Ворон ничего не сказал.

До самого дома мы ехали молча. Я кляла себя на все корки — решила сорвать побольше, а нефига не получила! Что, двести тысяч зеленых на дороге валяются? Однако взять и просто так сказать — черт с тобой, давай свои деньги — мне гордость не позволяла. Приходилось надеяться, что Ворон все же еще повторит свое предложение.

— Как жених? — спросил Ворон, когда мы въехали в мой двор.

— Изгнан с позором.

— А мама что? — осторожно спросил он.

— О тебе вряд ли вспомнит, — улыбнулась я.

— Насчет двухсот тысяч ты так и не подумаешь? — не меняя тона спросил он.

— Ладно, черт с тобой! — лениво ответила я. — Сделаю тебе скидку на бедность.

Проклятая жадность, ну почему я не откусила себе в тот момент язык или временно не онемела?

— В таком случае объясни, что ты планируешь сделать, чтобы заработать эти двести тысяч?

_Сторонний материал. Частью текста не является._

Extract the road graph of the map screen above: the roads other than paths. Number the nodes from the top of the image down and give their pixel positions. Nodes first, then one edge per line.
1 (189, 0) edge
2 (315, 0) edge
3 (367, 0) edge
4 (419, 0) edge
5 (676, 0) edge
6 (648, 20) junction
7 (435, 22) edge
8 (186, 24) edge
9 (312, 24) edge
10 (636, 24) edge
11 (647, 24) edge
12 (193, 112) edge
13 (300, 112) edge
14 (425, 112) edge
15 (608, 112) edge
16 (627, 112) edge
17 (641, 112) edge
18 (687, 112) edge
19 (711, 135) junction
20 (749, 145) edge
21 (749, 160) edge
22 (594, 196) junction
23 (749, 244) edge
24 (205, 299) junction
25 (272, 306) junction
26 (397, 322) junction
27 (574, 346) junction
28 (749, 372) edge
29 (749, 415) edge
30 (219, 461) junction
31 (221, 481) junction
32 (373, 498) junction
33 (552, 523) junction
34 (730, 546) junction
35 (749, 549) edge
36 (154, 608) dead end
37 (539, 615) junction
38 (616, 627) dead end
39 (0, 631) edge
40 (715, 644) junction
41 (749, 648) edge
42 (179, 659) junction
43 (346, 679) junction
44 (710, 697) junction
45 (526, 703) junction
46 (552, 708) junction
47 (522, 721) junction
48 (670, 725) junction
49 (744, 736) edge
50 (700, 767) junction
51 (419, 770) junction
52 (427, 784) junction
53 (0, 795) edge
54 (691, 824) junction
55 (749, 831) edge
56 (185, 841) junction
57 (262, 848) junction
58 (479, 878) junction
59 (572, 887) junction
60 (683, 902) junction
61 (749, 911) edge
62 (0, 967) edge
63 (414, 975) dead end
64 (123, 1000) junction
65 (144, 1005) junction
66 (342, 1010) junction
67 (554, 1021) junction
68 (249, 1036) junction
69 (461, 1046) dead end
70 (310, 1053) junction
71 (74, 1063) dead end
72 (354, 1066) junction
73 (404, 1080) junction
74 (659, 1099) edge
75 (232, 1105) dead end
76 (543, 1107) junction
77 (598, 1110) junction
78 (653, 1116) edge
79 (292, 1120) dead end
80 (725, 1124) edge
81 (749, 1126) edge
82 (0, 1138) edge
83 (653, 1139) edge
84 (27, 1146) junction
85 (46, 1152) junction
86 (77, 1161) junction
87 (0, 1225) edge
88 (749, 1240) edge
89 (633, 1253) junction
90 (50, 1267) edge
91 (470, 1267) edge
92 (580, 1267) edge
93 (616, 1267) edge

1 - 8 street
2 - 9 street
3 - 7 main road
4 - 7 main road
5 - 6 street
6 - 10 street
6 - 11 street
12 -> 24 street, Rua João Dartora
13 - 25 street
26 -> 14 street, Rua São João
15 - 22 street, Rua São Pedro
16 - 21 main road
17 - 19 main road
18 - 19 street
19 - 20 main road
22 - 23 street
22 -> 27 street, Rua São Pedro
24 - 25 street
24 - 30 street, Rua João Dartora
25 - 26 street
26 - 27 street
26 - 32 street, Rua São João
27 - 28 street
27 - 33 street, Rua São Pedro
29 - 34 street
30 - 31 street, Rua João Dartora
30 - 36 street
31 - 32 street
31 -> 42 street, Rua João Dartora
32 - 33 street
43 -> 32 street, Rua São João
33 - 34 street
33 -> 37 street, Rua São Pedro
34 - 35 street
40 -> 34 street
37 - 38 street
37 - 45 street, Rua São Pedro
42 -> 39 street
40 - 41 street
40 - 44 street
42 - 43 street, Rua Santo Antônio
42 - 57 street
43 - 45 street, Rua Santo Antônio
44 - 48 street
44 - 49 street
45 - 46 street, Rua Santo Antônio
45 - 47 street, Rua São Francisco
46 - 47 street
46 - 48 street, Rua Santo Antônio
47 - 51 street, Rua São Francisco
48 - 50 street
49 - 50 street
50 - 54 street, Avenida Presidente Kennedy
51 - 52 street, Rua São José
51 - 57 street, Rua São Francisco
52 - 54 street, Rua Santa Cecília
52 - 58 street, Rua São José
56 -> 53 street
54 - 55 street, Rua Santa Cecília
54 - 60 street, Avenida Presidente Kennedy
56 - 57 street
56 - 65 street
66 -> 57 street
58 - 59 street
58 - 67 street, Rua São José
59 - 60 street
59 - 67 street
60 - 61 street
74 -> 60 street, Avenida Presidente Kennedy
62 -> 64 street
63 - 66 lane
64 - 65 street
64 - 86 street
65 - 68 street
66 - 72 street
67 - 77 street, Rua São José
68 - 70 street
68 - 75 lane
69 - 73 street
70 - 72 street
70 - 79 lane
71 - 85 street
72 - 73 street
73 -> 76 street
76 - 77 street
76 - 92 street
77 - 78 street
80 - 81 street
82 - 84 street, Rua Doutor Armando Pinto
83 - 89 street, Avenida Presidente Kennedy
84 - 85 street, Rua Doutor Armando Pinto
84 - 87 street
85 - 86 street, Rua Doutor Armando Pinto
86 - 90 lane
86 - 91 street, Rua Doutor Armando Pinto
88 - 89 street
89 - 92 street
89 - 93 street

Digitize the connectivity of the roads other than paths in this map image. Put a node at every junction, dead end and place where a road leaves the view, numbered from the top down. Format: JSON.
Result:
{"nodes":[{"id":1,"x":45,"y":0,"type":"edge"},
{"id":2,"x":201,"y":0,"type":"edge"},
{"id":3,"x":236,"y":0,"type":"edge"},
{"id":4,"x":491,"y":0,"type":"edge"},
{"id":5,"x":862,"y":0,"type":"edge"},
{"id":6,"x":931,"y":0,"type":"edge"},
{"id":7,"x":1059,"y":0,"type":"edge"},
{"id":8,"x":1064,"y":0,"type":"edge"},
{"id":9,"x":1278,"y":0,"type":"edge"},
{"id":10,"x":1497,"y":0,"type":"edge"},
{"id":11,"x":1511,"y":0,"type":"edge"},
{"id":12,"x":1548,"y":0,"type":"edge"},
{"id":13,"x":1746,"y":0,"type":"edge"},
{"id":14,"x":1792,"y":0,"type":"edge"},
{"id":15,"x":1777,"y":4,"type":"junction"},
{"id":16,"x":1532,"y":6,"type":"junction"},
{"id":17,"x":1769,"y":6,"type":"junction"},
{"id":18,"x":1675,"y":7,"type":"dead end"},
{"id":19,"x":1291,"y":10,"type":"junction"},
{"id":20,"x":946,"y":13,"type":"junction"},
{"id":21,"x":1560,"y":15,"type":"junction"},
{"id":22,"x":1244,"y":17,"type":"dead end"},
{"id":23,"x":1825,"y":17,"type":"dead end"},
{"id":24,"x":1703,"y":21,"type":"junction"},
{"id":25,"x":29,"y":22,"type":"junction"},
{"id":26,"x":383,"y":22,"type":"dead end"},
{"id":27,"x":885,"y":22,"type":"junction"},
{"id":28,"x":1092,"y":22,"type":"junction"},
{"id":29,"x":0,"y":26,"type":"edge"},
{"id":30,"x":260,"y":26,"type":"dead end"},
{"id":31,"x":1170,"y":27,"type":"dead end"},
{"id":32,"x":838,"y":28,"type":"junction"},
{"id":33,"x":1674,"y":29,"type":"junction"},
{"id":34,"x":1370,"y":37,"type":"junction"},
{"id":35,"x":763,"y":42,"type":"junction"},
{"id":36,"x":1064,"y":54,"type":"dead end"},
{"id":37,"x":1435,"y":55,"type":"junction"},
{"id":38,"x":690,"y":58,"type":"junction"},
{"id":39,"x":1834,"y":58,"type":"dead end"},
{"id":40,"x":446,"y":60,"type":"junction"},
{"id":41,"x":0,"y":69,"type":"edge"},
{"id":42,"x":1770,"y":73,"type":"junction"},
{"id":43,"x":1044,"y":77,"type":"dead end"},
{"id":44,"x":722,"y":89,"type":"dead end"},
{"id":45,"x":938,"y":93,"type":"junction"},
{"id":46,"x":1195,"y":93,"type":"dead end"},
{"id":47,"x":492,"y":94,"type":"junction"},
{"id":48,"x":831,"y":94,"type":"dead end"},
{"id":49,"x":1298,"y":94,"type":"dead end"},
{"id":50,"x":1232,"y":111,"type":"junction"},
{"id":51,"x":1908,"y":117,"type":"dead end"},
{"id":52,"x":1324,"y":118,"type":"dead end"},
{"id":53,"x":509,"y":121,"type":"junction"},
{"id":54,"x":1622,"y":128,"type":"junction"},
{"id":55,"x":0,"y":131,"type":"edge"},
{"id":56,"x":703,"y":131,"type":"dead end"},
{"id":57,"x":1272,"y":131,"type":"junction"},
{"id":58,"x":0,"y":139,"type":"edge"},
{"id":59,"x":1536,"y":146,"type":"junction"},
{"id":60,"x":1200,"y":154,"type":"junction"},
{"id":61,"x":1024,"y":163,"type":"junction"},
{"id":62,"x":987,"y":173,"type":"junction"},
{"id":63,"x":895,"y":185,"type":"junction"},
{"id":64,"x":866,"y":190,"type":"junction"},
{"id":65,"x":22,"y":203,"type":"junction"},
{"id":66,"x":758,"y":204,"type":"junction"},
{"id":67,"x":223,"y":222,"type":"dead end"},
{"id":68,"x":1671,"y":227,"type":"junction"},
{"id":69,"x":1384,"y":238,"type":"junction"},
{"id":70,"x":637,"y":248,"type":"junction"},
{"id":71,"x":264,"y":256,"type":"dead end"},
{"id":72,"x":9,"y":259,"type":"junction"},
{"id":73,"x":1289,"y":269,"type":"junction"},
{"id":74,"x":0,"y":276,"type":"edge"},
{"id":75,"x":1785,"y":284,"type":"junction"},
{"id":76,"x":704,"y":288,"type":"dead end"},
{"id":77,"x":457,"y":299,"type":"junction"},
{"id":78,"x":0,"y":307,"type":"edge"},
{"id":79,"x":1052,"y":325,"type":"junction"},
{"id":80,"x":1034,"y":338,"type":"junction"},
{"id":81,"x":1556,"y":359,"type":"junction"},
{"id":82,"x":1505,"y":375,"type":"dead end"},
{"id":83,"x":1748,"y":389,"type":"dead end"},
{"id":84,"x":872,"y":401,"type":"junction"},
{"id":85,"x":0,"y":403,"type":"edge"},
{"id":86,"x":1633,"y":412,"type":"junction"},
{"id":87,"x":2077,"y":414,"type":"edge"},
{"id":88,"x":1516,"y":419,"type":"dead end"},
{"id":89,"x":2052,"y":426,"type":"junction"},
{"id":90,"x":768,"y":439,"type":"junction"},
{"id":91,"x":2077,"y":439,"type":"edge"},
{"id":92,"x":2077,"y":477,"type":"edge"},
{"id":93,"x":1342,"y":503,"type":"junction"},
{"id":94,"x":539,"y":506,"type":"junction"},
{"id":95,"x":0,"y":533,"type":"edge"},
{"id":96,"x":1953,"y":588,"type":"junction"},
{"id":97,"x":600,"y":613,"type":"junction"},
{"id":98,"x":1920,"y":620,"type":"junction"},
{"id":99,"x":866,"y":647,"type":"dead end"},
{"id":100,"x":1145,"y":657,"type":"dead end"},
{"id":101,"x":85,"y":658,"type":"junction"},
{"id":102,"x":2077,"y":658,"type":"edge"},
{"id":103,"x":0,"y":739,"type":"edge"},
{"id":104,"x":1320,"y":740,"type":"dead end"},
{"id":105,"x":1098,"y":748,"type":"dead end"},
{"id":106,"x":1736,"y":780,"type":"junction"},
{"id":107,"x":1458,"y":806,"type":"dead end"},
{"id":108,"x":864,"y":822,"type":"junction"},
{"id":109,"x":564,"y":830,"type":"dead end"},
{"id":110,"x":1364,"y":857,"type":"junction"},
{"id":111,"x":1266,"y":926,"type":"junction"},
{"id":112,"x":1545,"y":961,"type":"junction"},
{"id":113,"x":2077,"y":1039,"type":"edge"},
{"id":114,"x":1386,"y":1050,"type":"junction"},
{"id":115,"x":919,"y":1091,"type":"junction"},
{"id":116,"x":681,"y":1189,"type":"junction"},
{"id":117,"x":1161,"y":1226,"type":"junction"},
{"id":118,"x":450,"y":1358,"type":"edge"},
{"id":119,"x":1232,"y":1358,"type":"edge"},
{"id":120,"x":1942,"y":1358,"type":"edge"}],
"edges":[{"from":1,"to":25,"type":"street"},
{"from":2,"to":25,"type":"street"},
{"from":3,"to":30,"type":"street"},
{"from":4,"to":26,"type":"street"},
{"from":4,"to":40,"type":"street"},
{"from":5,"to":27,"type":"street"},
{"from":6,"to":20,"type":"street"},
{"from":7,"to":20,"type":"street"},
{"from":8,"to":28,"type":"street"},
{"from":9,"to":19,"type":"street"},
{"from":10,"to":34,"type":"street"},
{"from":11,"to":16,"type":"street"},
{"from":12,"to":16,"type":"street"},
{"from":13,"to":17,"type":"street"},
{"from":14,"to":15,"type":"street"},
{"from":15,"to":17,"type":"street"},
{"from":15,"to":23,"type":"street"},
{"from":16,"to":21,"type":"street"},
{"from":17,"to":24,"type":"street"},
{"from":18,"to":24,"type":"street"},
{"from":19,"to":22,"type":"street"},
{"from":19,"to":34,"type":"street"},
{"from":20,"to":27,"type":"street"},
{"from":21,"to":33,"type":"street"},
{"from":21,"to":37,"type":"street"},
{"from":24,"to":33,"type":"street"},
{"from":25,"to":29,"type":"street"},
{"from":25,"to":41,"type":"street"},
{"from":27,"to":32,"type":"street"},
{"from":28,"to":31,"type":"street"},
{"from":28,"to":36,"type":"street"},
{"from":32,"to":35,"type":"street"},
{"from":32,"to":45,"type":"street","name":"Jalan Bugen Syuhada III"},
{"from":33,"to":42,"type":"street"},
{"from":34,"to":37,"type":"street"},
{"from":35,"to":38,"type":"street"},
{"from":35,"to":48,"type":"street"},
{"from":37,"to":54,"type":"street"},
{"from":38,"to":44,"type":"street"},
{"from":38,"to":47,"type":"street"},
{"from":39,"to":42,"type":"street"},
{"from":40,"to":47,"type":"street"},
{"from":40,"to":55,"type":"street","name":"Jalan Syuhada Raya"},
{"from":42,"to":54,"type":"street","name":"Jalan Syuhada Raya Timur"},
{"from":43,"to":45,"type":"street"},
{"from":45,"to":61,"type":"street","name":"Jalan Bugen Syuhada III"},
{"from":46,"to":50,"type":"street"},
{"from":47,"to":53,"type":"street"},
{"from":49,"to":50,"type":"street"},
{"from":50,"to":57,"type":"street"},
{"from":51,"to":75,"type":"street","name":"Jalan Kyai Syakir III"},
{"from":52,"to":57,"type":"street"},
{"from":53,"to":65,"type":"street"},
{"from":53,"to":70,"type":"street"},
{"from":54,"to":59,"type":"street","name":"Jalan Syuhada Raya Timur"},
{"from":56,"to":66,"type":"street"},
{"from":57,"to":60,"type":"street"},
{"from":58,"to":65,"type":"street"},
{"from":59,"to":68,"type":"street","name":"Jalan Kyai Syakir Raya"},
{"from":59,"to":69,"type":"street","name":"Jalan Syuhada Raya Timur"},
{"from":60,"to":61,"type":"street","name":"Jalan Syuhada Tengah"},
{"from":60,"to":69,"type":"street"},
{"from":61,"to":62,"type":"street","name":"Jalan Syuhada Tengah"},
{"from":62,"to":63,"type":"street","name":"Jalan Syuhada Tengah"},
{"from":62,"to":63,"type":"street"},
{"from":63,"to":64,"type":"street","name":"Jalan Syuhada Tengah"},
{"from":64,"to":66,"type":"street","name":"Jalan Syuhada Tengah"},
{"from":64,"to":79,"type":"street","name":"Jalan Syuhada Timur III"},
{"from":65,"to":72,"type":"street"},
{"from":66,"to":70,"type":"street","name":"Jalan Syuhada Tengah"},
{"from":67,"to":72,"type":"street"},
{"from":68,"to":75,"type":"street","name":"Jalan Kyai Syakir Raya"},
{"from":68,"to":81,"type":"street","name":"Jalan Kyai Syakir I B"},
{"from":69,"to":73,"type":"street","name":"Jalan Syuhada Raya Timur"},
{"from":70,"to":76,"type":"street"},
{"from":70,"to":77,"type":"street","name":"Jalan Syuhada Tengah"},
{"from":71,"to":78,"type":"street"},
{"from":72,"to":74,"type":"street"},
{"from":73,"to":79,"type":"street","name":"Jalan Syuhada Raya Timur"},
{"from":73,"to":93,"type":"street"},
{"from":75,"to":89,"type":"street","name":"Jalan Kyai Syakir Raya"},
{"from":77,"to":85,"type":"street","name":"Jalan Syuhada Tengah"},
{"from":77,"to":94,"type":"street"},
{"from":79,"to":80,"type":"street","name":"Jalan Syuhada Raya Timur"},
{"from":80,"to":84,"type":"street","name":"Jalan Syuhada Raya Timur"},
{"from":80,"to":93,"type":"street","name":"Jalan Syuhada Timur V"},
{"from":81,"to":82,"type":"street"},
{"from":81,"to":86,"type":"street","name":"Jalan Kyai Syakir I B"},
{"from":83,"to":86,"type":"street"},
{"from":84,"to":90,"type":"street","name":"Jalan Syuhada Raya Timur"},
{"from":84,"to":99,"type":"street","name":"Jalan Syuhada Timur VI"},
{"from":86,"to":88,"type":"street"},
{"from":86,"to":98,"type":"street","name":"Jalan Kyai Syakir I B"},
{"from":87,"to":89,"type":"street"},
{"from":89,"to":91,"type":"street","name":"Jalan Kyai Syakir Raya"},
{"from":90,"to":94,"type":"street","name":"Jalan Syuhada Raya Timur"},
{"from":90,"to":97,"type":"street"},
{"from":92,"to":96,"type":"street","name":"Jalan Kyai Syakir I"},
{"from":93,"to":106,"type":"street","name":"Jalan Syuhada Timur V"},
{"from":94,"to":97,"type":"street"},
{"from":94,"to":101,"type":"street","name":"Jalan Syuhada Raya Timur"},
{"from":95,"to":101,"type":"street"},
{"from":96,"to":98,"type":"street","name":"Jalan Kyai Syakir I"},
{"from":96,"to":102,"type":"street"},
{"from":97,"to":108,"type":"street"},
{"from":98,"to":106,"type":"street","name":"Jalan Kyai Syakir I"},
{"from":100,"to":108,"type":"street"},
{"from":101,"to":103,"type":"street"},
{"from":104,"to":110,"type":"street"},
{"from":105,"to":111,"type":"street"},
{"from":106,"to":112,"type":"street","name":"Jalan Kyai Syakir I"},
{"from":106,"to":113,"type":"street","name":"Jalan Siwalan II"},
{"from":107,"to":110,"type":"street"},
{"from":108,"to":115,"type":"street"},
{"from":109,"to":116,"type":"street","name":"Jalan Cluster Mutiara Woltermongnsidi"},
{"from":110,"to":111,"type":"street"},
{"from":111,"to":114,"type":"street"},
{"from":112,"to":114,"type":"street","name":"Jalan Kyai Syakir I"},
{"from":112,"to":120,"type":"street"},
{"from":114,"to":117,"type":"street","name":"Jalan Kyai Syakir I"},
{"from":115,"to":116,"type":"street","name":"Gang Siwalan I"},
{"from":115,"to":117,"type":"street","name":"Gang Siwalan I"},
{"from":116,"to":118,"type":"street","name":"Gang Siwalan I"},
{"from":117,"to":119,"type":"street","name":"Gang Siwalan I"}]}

Ворон к этому времени припарковался перед моим подъездом и повернулся ко мне. Я на миг задумалась и наконец сказала:

— Все просто — основная проблема в том, что никто не знает где пропавший общак, так?

— Ну, — нетерпеливо кивнул Ворон.

— Так что моя задача — просто выяснить это и сказать тебе. Все. Этим я тебе деньги отрабатываю полностью. Согласен?

— Надо подумать…, — протянул он.

— А что тут думать? — удивилась я. — Сказать где они — я тебе скажу, но вот если они окажутся, допустим, в личном особняке губернатора, я туда что, сама прорываться должна? Нет уж, я девушка слабая, хрупкая, все силовые решения — на тебе, дружочек.